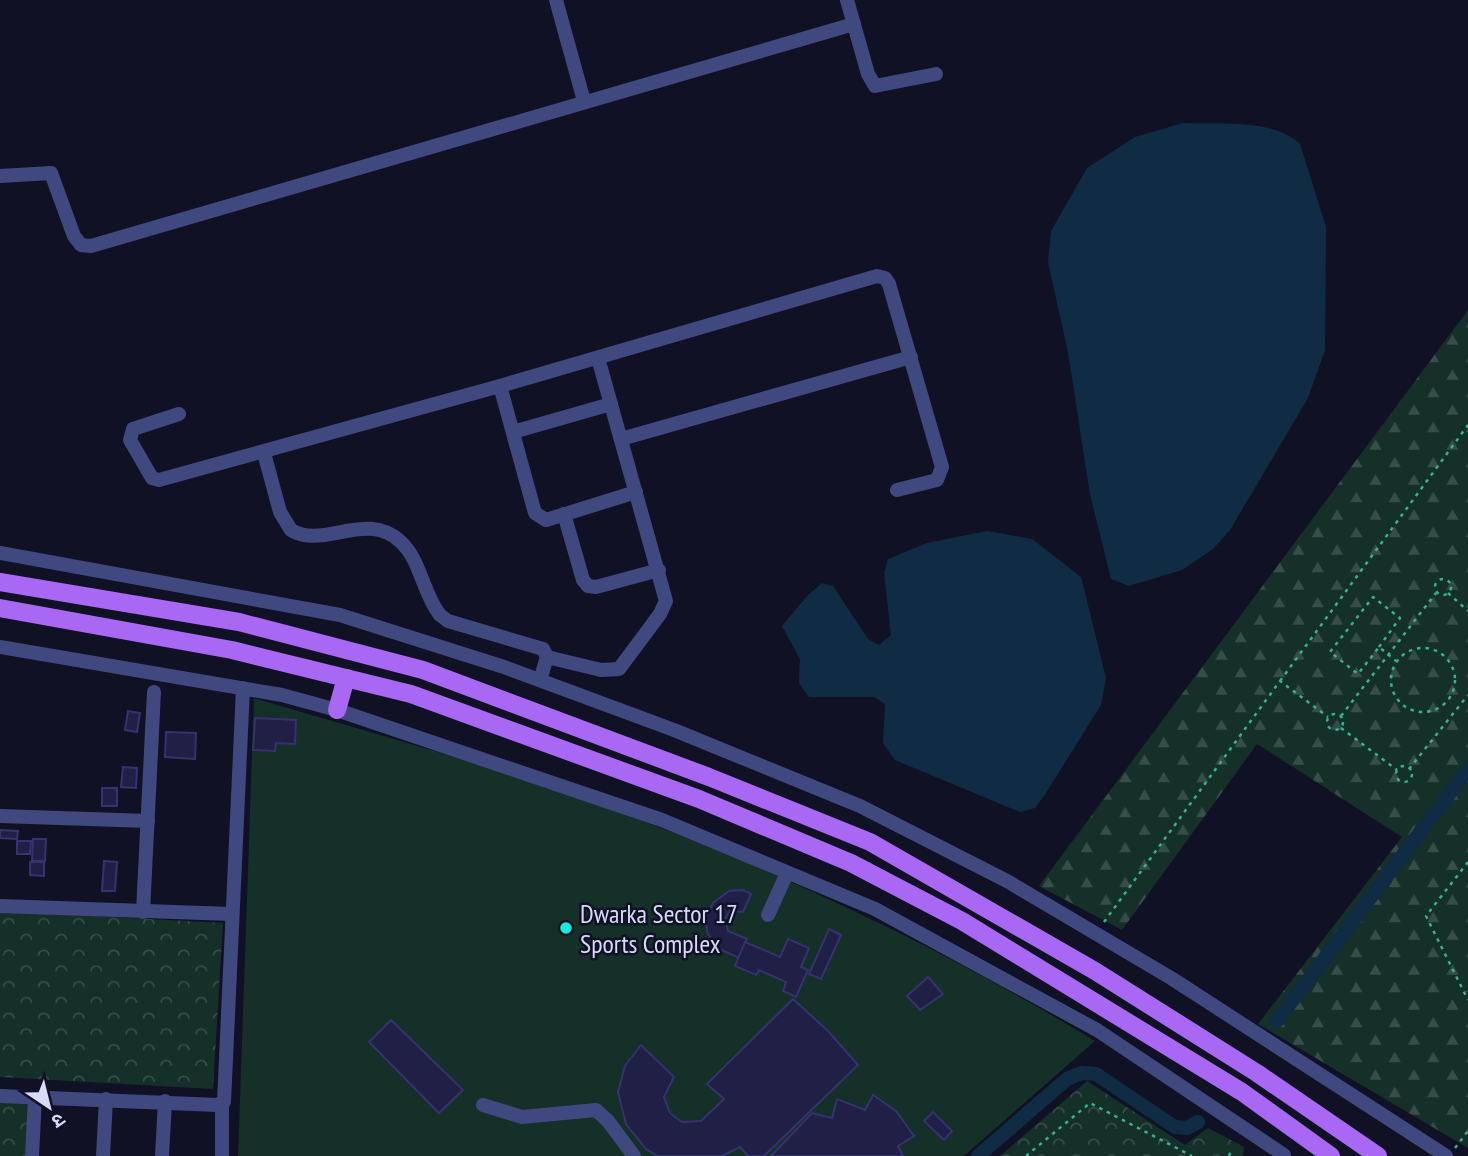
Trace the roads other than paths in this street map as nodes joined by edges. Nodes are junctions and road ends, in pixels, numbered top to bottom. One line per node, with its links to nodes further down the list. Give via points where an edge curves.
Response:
1 (556, 0): 5 (street)
2 (846, 0): 3 (street)
3 (853, 24): 4 (street, via 875,86); 5 (street)
4 (936, 74)
5 (584, 101): 6 (street, via 91,246 81,245 74,236 51,173)
6 (0, 176)
7 (911, 357): 8 (street, via 890,284 877,276); 13 (street); 15 (street, via 942,467 937,480)
8 (598, 358): 9 (street); 10 (street)
9 (500, 386): 12 (street); 14 (street)
10 (611, 404): 12 (street); 13 (street)
11 (179, 414): 14 (street, via 130,434 152,478)
12 (513, 432): 17 (street, via 535,513 546,520)
13 (621, 439): 16 (street)
14 (264, 453): 23 (street, via 280,512 291,530 305,536 362,528 385,533 406,548 440,615 543,649)
15 (897, 490)
16 (636, 492): 17 (street); 19 (street)
17 (565, 514): 19 (street, via 588,586)
18 (0, 553): 25 (street, via 340,615)
19 (659, 570): 23 (street, via 665,606 624,666 601,670)
20 (0, 582): 43 (main road, via 239,622 423,670 870,842 1096,971 1257,1073)
21 (0, 608): 24 (main road, via 232,650)
22 (0, 647): 26 (street)
23 (547, 657): 25 (street)
24 (346, 678): 28 (main road); 42 (main road, via 411,694 549,742 851,863 962,920 1242,1092)
25 (540, 680): 51 (street, via 860,806 1007,881 1171,978)
26 (243, 688): 28 (street); 34 (street)
27 (154, 692): 30 (street)
28 (337, 710): 31 (street, via 662,820)
29 (0, 816): 30 (street)
30 (148, 821): 33 (street)
31 (787, 873): 35 (street); 49 (street, via 875,909 1097,1030)
32 (0, 906): 33 (street)
33 (143, 912): 34 (street)
34 (232, 914): 40 (street)
35 (768, 915)
36 (0, 1096): 37 (street)
37 (35, 1097): 38 (street); 44 (street)
38 (106, 1100): 39 (street); 45 (street)
39 (165, 1101): 40 (street); 46 (street)
40 (222, 1103): 47 (street)
41 (482, 1105): 48 (street, via 522,1117 596,1110)
42 (1300, 1133): 49 (street); 50 (main road)
43 (1370, 1154)
44 (32, 1156)
45 (103, 1156)
46 (162, 1156)
47 (222, 1156)
48 (634, 1156)
49 (1285, 1156)
50 (1331, 1156)
51 (1448, 1156)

▶ _WORK INSTRUCTIONS_
Could you restate all of the data above word for word and skip every picture?

▶ _RESPONSE TO THIS EXERCISE_
Trace the roads other than paths in this street map as nodes joined by edges. Nodes are junctions and road ends, in pixels, numbered top to bottom. One line per node, with its links to nodes further down the list. Give via points where an edge curves.
Response:
1 (556, 0): 5 (street)
2 (846, 0): 3 (street)
3 (853, 24): 4 (street, via 875,86); 5 (street)
4 (936, 74)
5 (584, 101): 6 (street, via 91,246 81,245 74,236 51,173)
6 (0, 176)
7 (911, 357): 8 (street, via 890,284 877,276); 13 (street); 15 (street, via 942,467 937,480)
8 (598, 358): 9 (street); 10 (street)
9 (500, 386): 12 (street); 14 (street)
10 (611, 404): 12 (street); 13 (street)
11 (179, 414): 14 (street, via 130,434 152,478)
12 (513, 432): 17 (street, via 535,513 546,520)
13 (621, 439): 16 (street)
14 (264, 453): 23 (street, via 280,512 291,530 305,536 362,528 385,533 406,548 440,615 543,649)
15 (897, 490)
16 (636, 492): 17 (street); 19 (street)
17 (565, 514): 19 (street, via 588,586)
18 (0, 553): 25 (street, via 340,615)
19 (659, 570): 23 (street, via 665,606 624,666 601,670)
20 (0, 582): 43 (main road, via 239,622 423,670 870,842 1096,971 1257,1073)
21 (0, 608): 24 (main road, via 232,650)
22 (0, 647): 26 (street)
23 (547, 657): 25 (street)
24 (346, 678): 28 (main road); 42 (main road, via 411,694 549,742 851,863 962,920 1242,1092)
25 (540, 680): 51 (street, via 860,806 1007,881 1171,978)
26 (243, 688): 28 (street); 34 (street)
27 (154, 692): 30 (street)
28 (337, 710): 31 (street, via 662,820)
29 (0, 816): 30 (street)
30 (148, 821): 33 (street)
31 (787, 873): 35 (street); 49 (street, via 875,909 1097,1030)
32 (0, 906): 33 (street)
33 (143, 912): 34 (street)
34 (232, 914): 40 (street)
35 (768, 915)
36 (0, 1096): 37 (street)
37 (35, 1097): 38 (street); 44 (street)
38 (106, 1100): 39 (street); 45 (street)
39 (165, 1101): 40 (street); 46 (street)
40 (222, 1103): 47 (street)
41 (482, 1105): 48 (street, via 522,1117 596,1110)
42 (1300, 1133): 49 (street); 50 (main road)
43 (1370, 1154)
44 (32, 1156)
45 (103, 1156)
46 (162, 1156)
47 (222, 1156)
48 (634, 1156)
49 (1285, 1156)
50 (1331, 1156)
51 (1448, 1156)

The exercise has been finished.